Source records
══════

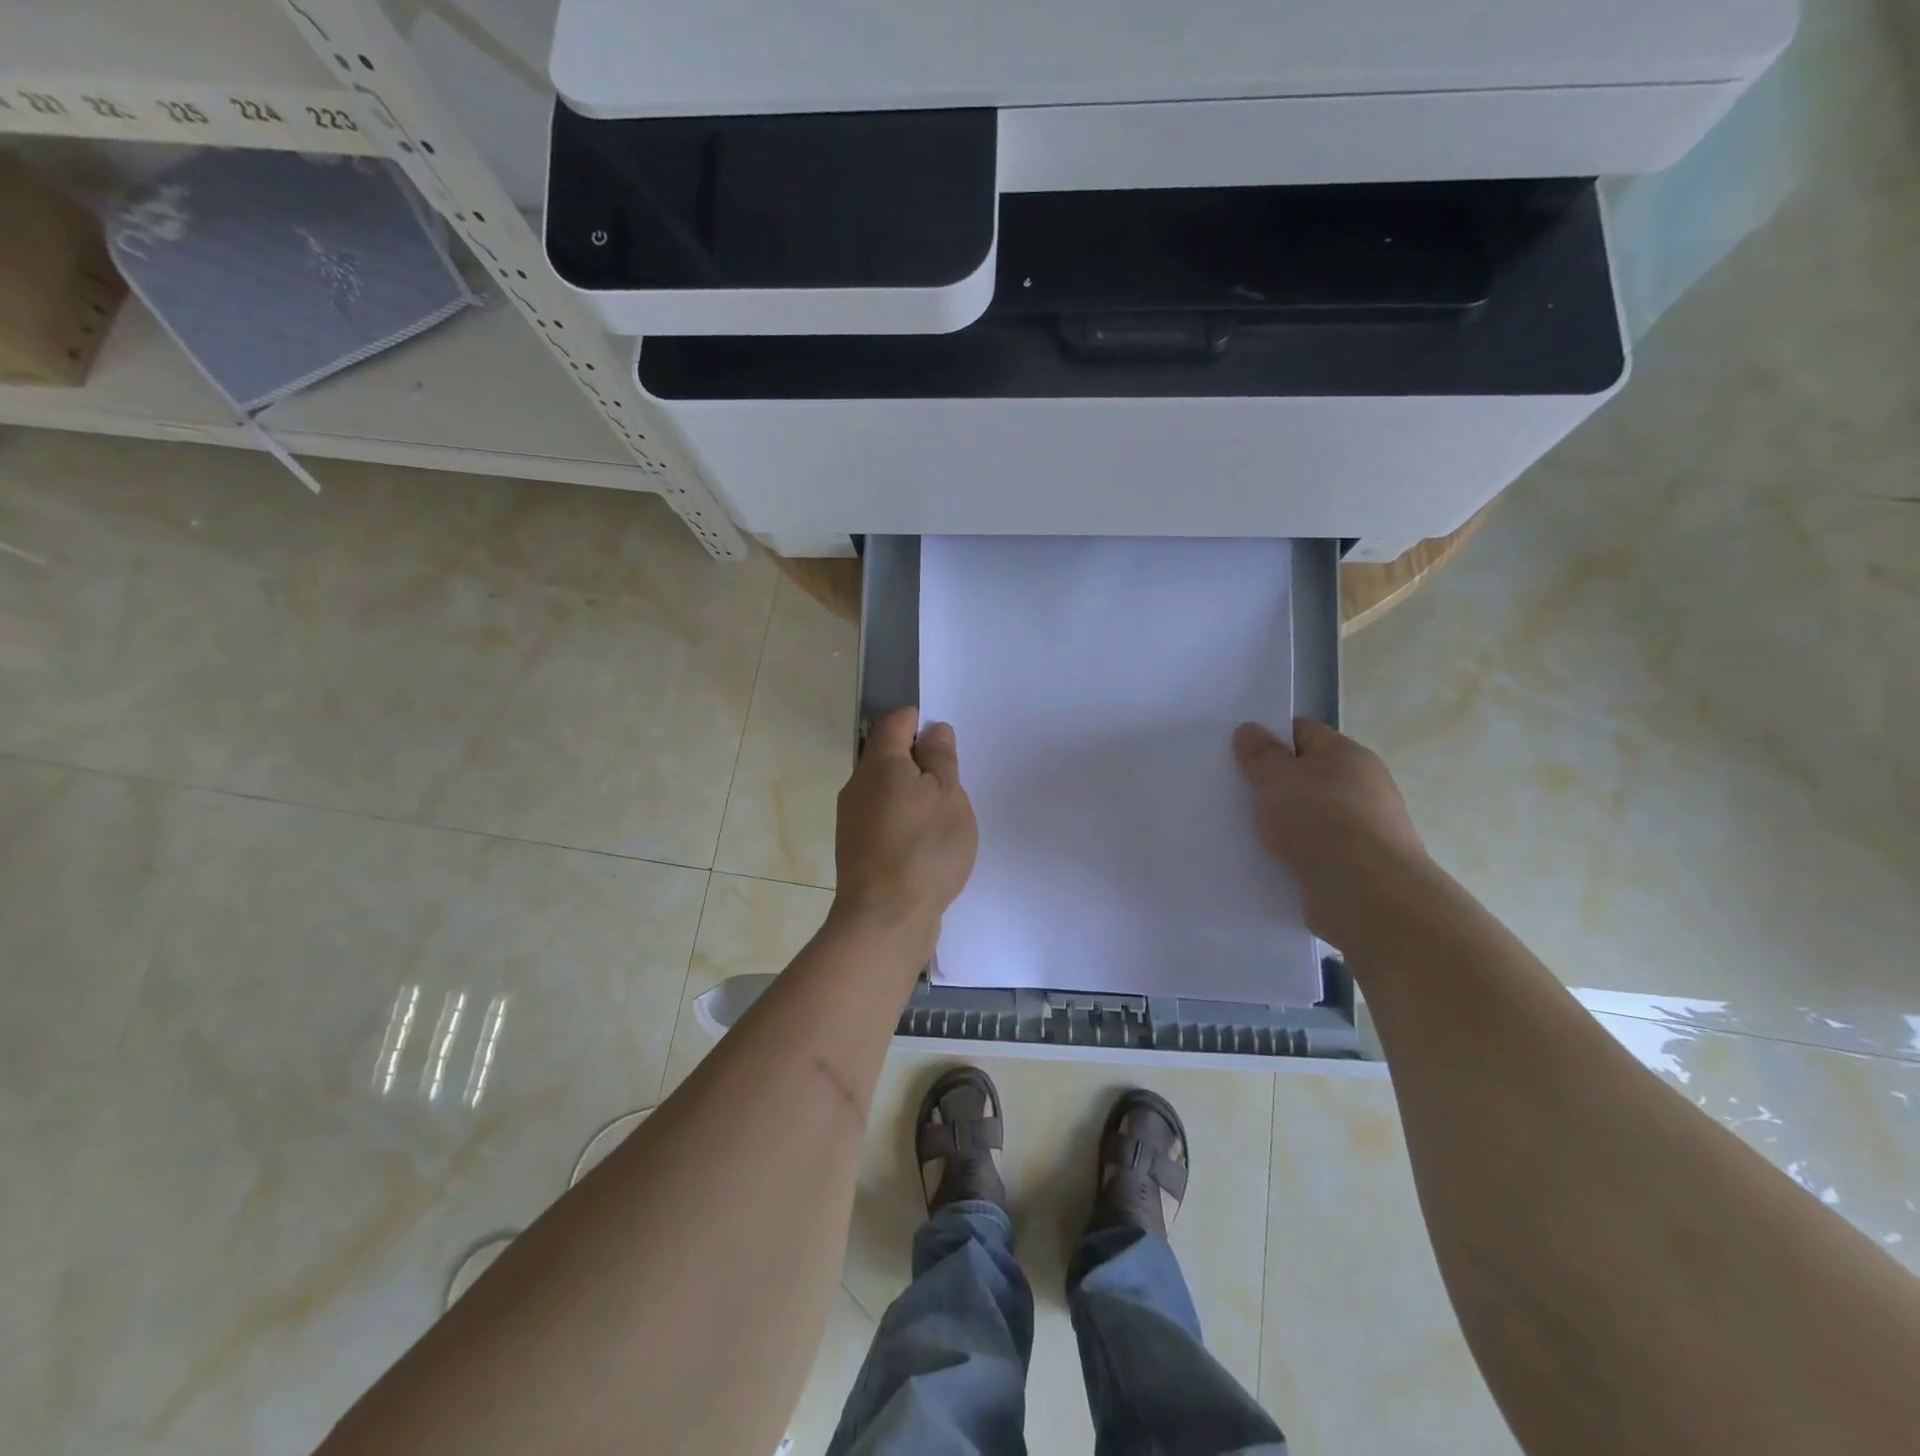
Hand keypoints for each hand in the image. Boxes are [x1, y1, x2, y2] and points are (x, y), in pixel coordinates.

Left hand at [832, 707, 978, 946]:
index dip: (920, 720)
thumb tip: (933, 730)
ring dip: (911, 792)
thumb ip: (941, 759)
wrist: (885, 919)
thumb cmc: (924, 849)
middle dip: (918, 759)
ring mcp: (852, 819)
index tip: (945, 737)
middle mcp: (858, 786)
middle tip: (952, 778)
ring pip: (884, 789)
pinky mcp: (856, 849)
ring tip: (943, 812)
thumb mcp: (948, 796)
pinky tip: (925, 841)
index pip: (895, 722)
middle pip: (886, 756)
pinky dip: (903, 818)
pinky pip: (882, 818)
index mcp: (880, 764)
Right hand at [1232, 719, 1428, 942]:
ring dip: (1281, 824)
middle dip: (1272, 785)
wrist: (1366, 895)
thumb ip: (1261, 754)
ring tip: (1243, 832)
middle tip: (1234, 794)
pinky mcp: (1357, 867)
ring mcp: (1363, 829)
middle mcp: (1362, 787)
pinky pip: (1315, 852)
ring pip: (1308, 817)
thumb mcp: (1277, 778)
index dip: (1268, 739)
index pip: (1302, 733)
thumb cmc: (1319, 821)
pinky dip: (1294, 855)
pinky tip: (1268, 862)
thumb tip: (1250, 729)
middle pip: (1306, 776)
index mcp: (1347, 755)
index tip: (1237, 756)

══════

Work instruction
In the data above, which lines lie between the line with "thumb tip: (933, 730)" and the line with "index pip: (895, 722)", inclusive? Print those lines exactly and nothing else.

The completed task
thumb tip: (933, 730)
ring dip: (911, 792)
thumb ip: (941, 759)
wrist: (885, 919)
thumb cmc: (924, 849)
middle dip: (918, 759)
ring mcp: (852, 819)
index tip: (945, 737)
middle mcp: (858, 786)
middle tip: (952, 778)
ring pip: (884, 789)
pinky mcp: (856, 849)
ring tip: (943, 812)
thumb mcp: (948, 796)
pinky tip: (925, 841)
index pip: (895, 722)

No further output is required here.